In recognition of International Overdose Awareness Day the Ontario Harm Reduction Network (OHRN) recognizes and remembers the thousands of lives lost from preventable drug poisonings and overdoses. In Ontario, the number of overdose deaths (primarily from drugs deemed to be illegal) has gone up every year for over 20 years, with around 2,500 people lost in 2020. Just in the month of July 2021, there were 311 suspect-drug related deaths reported in the province.
As well, there are significantly more non-fatal overdose-poisonings that have emotional and health consequences for people and communities, and significant impacts on our healthcare system. In Toronto, for example, Paramedic Services have attended an average of 6 fatal and 107 non-fatal overdose calls per week for the past 12 weeks (source).
These overdoses are all the direct result of Canada’s colonial, racist and classist drug prohibition laws. Federal policies that criminalize some people who use certain drugs (we do not criminalize alcohol or cannabis use for example) create stigma. Society pathologizes and paternalizes people who use drugs and views them as bad people who do not deserve support and should be punished. We prioritize spending resources on drug interdiction, police, lawyers, courts and prisons. But this has never stopped the supply of drugs, or deterred their use. As we continue in failed attempts to prohibit drugs, we inadvertently create an increasingly volatile, toxic and deadly supply.
Overdose numbers would be even higher without harm reduction services, naloxone distribution, overdose prevention sites, and (the limited number) of safer supply programs. Today, as well as remembering people we have lost, OHRN honours the tireless efforts of people working in harm reduction. The last several years have been incredibly challenging with relentless losses and constant justification of the work.

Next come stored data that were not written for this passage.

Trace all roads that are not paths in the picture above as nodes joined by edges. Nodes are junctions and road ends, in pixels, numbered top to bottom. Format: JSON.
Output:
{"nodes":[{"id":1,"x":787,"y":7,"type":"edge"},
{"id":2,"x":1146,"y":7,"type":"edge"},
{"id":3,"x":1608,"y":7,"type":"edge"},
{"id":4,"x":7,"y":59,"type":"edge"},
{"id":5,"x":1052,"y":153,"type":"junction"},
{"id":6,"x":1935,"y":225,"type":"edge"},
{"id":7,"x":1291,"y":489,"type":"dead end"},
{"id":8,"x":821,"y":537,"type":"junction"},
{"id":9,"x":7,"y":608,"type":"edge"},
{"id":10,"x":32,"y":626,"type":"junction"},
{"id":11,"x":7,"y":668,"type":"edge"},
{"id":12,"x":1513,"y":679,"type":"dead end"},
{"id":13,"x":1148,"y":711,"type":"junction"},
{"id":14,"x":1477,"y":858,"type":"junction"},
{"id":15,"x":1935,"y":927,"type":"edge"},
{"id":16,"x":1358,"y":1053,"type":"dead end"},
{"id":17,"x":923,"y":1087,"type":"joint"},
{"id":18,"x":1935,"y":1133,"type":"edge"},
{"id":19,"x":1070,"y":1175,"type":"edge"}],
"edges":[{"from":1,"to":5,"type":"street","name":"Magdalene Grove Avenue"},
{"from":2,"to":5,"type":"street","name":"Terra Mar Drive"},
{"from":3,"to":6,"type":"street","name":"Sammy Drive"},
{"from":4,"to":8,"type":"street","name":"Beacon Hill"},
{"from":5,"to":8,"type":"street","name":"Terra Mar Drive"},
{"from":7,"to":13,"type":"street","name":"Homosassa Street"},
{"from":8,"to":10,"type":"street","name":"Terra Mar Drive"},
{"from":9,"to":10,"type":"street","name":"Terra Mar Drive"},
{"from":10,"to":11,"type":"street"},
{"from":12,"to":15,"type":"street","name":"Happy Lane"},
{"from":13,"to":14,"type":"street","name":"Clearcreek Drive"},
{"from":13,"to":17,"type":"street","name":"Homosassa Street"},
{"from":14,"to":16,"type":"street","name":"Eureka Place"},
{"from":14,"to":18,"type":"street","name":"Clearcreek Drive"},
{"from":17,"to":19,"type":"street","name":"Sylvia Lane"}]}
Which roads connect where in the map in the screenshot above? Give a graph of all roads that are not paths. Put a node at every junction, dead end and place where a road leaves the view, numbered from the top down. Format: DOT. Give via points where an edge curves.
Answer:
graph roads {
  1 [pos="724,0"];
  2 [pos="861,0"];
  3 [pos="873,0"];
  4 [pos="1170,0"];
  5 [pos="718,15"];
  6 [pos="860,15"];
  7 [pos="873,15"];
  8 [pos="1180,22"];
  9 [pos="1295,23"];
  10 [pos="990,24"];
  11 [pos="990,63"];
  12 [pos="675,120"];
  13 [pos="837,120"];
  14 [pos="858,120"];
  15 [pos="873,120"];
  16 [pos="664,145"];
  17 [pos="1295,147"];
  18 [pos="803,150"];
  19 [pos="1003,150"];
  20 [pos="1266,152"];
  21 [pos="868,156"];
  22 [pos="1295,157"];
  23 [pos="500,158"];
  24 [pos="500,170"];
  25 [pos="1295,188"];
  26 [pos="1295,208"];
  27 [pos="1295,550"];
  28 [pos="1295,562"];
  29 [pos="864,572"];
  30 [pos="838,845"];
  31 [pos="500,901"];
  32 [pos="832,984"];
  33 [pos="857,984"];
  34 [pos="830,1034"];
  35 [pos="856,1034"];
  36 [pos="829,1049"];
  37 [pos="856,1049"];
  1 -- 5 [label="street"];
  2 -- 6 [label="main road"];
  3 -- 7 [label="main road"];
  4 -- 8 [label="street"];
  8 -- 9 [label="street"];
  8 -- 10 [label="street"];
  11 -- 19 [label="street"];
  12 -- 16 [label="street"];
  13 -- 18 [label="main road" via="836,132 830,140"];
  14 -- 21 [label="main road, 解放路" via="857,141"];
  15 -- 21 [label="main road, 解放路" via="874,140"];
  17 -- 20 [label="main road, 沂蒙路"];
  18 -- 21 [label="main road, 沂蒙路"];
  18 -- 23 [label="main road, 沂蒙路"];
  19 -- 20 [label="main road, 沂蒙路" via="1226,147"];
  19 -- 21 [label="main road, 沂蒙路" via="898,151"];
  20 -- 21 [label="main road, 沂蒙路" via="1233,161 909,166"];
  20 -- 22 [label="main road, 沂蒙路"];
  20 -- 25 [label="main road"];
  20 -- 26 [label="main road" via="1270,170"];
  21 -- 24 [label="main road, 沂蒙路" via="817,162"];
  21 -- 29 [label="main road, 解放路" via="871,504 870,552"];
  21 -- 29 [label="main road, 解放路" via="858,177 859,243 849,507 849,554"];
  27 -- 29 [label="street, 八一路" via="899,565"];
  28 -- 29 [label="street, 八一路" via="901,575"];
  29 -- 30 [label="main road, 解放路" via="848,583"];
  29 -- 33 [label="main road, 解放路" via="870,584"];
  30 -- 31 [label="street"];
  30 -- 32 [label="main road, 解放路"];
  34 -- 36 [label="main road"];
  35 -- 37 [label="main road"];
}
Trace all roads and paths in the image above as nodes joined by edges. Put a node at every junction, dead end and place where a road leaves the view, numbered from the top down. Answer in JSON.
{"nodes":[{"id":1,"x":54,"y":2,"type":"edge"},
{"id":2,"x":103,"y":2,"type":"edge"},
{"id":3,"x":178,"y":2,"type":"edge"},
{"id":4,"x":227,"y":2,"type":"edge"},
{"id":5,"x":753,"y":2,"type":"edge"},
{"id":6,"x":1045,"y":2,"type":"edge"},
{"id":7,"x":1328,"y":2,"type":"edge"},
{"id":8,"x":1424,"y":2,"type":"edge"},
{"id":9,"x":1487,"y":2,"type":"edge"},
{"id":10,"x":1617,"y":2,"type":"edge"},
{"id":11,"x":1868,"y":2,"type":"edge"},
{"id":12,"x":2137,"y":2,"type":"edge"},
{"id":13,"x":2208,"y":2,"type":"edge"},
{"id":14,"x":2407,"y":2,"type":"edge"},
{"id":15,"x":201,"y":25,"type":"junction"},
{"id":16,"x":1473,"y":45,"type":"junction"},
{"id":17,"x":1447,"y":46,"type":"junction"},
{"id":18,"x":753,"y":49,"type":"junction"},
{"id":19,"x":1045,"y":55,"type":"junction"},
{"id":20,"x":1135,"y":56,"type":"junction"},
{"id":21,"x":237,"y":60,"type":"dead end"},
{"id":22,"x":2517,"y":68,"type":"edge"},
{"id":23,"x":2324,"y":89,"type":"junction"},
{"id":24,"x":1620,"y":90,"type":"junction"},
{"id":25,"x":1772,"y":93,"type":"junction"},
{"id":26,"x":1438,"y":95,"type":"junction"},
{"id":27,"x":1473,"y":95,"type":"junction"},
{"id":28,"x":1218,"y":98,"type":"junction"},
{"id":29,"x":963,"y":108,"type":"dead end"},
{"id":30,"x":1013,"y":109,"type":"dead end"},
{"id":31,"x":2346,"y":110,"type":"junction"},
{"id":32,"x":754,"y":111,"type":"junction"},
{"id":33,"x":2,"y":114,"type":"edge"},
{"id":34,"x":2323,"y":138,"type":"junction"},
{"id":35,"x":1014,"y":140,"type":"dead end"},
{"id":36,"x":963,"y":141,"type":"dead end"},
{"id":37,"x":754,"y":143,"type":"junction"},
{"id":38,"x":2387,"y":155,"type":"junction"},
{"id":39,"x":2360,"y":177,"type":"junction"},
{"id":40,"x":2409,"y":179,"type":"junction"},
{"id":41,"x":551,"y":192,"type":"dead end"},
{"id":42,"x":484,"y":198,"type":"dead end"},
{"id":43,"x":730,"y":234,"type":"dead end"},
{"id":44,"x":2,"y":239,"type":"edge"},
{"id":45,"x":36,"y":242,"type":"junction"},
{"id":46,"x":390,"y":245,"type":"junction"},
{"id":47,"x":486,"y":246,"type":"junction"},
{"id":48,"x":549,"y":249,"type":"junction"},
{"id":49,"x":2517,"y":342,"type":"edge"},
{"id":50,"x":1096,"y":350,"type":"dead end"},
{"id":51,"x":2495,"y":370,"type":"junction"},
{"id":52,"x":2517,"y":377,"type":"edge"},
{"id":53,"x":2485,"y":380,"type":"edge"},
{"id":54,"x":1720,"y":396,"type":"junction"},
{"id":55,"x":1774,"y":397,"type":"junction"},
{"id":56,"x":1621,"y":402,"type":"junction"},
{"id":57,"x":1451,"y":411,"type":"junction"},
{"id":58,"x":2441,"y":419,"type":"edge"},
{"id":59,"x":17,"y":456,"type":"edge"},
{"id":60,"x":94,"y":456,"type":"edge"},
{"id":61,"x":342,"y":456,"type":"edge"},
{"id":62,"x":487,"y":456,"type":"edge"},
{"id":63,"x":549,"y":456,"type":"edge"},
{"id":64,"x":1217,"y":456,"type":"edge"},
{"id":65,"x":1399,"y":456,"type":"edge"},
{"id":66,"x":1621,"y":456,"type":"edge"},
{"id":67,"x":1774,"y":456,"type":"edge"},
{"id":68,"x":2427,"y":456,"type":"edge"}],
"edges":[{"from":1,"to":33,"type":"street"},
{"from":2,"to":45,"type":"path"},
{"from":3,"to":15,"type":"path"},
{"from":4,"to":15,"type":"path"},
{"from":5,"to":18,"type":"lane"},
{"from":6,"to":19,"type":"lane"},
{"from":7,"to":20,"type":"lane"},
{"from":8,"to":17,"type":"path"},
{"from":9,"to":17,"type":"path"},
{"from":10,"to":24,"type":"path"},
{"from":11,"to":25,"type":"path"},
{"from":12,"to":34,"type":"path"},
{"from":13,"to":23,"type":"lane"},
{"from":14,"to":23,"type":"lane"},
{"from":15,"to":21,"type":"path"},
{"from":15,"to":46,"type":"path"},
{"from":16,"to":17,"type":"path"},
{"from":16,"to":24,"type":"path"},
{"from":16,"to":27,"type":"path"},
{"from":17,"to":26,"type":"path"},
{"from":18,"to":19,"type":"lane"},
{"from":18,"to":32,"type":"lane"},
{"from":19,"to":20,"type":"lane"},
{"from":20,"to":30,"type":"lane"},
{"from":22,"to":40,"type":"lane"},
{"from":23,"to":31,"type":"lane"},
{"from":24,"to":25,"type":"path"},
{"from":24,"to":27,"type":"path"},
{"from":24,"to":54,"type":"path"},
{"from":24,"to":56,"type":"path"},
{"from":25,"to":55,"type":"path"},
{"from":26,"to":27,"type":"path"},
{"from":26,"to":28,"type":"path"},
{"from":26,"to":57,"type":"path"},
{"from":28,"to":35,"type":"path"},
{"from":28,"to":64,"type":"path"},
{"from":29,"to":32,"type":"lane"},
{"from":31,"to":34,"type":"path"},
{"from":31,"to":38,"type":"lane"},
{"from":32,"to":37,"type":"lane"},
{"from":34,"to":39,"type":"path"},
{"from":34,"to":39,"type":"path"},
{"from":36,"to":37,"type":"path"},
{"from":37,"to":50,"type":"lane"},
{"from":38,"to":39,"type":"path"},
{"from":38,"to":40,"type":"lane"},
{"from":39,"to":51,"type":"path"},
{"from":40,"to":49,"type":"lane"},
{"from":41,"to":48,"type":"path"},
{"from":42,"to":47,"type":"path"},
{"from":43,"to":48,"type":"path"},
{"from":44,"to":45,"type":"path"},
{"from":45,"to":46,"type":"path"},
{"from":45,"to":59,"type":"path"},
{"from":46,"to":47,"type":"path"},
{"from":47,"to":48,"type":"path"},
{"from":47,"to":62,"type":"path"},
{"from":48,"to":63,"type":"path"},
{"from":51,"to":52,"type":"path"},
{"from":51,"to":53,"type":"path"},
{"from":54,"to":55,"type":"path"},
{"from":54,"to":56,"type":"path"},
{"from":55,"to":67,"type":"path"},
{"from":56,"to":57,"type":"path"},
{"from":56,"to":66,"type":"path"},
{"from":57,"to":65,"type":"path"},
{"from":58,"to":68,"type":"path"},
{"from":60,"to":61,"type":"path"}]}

Consistently, the most effective responses, programs and policies are ones that have been initiated and designed by people who use drugs. Their experiences and voices must be included when developing programs and policies. To this end, we are pleased to recognize and support a newly forming group, the Ontario Network of People Who Use Drugs (ONPUD). Please see their statement below or download it here.
While harm reduction efforts are a critical response, overdose numbers will continue to grow without addressing the root causes of prohibition and criminalization. We call on all levels of government to fundamentally change the status quo and try a new approach, by enacting decriminalization and designing a legal, regulated supply, informed by the people most impacted – those who use drugs.
There are numerous local events happening across the province today. Find them on our website.
We encourage you to reach out and support a harm reduction agency in your region.
Or connect with international or local drug user groups.
International Overdose Awareness Day – August 31, 2021
Statement Released by Ontario Network of People Who Use Drugs (ONPUD):
In recognition of International Overdose Awareness Day, we would like to reflect and remember everyone who has lost their lives because of many factors including a toxic and illicit supply of drugs supported by failed drug policies. Today, communities across Ontario grieve over the tragedies of lives lost due to the overdose crisis, which during Covid-19 has been mostly ignored because of the stigma and criminalization that people who use drugs and their loved one’s experience. People will continue to lose their friends, family and loved ones if the health disparities and harmful drug policies remain unaddressed and unchanged. We will continue to see the number of fatalities rise. People who use drugs have been on the front lines of this war for far too long and ask that during this upcoming election the Federal government responds meaningfully to our cries for support and properly addresses long-term policy changes including decriminalization and legalization of all substances and utilizing meaningful engagement with people who use drugs.
People who use drugs and their allies have been resilient, but we cannot continue to see our friends die. The time for talk is over, we need immediate action to ensure that change and we need it now. This is a public health crisis and health pandemic and should be recognized as such and addressed with evidence-based initiatives. Please join us in a moment of silence today to remember all the lives lost. We will continue to fight against black and Indigenous racism, homophobia, transphobia, and the ideology that people who use drugs don’t have the right to life. We know and love people who use drugs and we are remembering over 22,000 Canadians who died from overdose since 2016.